Das Tribunal hat diesen Streit nicht endgültig entschieden. Auch im gestrigen Richterspruch, wie bei allen bisherigen, wurde der Anklagepunkt der "Verschwörung zum Völkermord" nicht aufrechterhalten - die Verteidigung sieht sich dadurch in ihrer These bestätigt. Bagosora, der darüberhinaus den Genozid komplett leugnet und höchstens von "exzessiven Massakern" sprechen mag, hat bereits Berufung angekündigt.
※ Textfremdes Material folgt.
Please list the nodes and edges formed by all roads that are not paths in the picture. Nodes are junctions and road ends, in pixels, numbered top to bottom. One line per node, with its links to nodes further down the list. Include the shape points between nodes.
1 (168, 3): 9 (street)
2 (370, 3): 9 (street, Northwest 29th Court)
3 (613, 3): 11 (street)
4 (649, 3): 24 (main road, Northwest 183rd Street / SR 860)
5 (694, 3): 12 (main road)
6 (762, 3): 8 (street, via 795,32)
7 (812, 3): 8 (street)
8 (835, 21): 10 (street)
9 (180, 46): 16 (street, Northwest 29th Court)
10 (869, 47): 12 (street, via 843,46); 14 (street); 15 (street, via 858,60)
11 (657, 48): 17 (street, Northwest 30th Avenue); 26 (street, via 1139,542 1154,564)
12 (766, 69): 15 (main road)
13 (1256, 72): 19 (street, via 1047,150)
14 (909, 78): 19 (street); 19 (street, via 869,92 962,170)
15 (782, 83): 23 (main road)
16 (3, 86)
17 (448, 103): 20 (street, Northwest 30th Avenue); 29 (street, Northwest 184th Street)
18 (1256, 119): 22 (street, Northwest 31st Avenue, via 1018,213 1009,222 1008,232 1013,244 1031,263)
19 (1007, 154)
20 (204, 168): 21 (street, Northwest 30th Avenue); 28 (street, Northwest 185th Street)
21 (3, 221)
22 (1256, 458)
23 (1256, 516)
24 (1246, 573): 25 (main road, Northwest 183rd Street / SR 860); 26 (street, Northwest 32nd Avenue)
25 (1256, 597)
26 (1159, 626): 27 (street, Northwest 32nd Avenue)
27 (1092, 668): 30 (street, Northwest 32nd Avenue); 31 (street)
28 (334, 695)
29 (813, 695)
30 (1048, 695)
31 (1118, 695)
Die im Prozess aufgeworfenen Interpretationsfragen sind mehr als nur ein Historikerstreit. Denn zahlreiche Organisatoren des Völkermords sind bis heute flüchtig; einige leiten ruandische Hutu-Milizen im Kongo. Erst diese Woche beklagte sich das UN-Tribunal bei der Regierung Kenias, dass der von ihm gesuchte mutmaßliche Hauptfinanzier dieser Milizen, der Geschäftsmann Félicien Kabuga, unbehelligt in Kenia lebe. Und der jetzt freigesprochene Kabiligi hat in den ersten Jahren nach dem Völkermord Hutu-Milizenangriffe aus dem Kongo nach Ruanda organisiert und könnte nun zu dieser Tätigkeit zurückkehren, ohne internationale Verfolgung fürchten zu müssen.